EMILY JOOSSE checks her phone bills line-by-line, divvies up the grocery shopping between shops to make the most of the specials and each night turns off every appliance in the house to save money on electricity.
It might sound like frugality taken to the extreme, but that’s what it takes to make ends meet for her family as day-to-day living costs soar.
And a new report from retail bank ING Direct shows cost-of-living increases are even worse than official figures have so far suggested.
The Financial Wellbeing Index finds household expenses across Australia over the past year have soared an average 7.5% against an official consumer price index rise of only 2.7%.
In NSW, the numbers were even worse, with more than a quarter of households reporting a jump of more than 10% in the cost of living and only 8% of 1033 households surveyed saying they had no problem at all meeting regular bills.
Those soaring costs – largely on the back of higher medical, schooling, utilities and transport costs – have led to big jumps in credit card debt and plummeting levels of personal savings.
Mrs Joosse and her husband, Mark, of Goonellabah, said their family had a simple solution to the credit card issue – just don’t have one.

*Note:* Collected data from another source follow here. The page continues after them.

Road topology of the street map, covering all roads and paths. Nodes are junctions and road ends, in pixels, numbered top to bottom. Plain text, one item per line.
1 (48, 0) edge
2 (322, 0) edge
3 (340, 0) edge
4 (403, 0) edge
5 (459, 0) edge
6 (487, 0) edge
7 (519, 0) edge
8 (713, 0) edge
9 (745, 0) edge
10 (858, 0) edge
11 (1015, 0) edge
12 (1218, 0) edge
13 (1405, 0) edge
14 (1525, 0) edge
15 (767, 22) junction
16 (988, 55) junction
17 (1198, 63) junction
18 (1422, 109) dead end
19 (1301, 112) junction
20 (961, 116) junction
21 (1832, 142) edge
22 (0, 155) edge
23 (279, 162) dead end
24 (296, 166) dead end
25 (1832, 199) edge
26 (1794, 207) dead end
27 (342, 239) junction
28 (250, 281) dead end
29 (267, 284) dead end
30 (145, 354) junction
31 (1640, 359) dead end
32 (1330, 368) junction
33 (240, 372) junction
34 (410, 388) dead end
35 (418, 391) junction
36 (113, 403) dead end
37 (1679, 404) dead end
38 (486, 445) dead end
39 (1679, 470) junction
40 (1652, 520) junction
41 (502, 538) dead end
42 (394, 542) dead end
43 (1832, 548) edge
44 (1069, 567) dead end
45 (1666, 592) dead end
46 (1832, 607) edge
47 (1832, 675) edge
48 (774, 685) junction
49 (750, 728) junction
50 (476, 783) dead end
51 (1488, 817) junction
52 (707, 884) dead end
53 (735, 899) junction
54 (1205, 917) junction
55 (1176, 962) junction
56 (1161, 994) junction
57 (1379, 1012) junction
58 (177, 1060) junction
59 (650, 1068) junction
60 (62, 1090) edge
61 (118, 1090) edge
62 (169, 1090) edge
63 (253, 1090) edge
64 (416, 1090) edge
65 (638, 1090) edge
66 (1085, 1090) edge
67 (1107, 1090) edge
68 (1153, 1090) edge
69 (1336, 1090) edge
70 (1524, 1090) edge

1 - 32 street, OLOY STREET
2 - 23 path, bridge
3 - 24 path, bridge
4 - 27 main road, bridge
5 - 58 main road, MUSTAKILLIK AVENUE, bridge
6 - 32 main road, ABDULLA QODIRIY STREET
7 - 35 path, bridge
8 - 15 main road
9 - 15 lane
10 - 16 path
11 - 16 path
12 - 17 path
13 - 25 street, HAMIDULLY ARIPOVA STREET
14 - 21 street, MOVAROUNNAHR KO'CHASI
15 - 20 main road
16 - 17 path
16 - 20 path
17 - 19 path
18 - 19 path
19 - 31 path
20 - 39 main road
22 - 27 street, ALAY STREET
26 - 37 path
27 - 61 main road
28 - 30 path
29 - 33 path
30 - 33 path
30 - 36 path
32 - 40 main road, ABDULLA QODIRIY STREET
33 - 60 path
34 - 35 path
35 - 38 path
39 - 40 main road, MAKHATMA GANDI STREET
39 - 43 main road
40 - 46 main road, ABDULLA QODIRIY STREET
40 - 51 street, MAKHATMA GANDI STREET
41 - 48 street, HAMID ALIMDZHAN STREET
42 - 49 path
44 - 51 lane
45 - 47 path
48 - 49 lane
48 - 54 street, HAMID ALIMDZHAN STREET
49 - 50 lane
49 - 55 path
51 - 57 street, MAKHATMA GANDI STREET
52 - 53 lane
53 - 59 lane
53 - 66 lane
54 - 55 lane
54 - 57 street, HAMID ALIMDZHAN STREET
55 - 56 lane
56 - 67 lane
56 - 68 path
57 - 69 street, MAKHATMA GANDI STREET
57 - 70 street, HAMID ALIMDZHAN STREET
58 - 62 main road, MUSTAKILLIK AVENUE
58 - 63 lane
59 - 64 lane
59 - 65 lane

A combination of careful frugality and making the most of a broad social network helped with the rest.
Mrs Joosse said she had started growing vegetables for her family and often did food swaps with her friends, who also had veggie patches.
The other clever idea is the use of what she calls a ‘craig's list’.
The list is put up at her local church for people to mark down things that they need and things they could give away.
Items on the list have ranged from children’s bikes to driving lessons and it is generally about 20 items deep.
Even then, Mr and Mrs Joosse and their two kids have had to make sacrifices.
“For a lot off my friends it’s really stressful,” Mrs Joosse said.
“A lot of my friends are living pay-day to pay-day and it’s something that weighs on them. If their car breaks down, they have to go to the bank for a loan.”
Only 8% of NSW households have no difficulty meeting regular bills.
Households have faced “significant increases” in goods and services, including medical, schooling, utilities and transport/fuel/motor vehicle costs.
Household credit card debt has blown out from an average $1775 in the last quarter of 2010 to $2205 in the first quarter of 2011.
At the same time, average household savings have dropped from $9238 to $7215, and almost a third of households have less than $1674 in personal savings.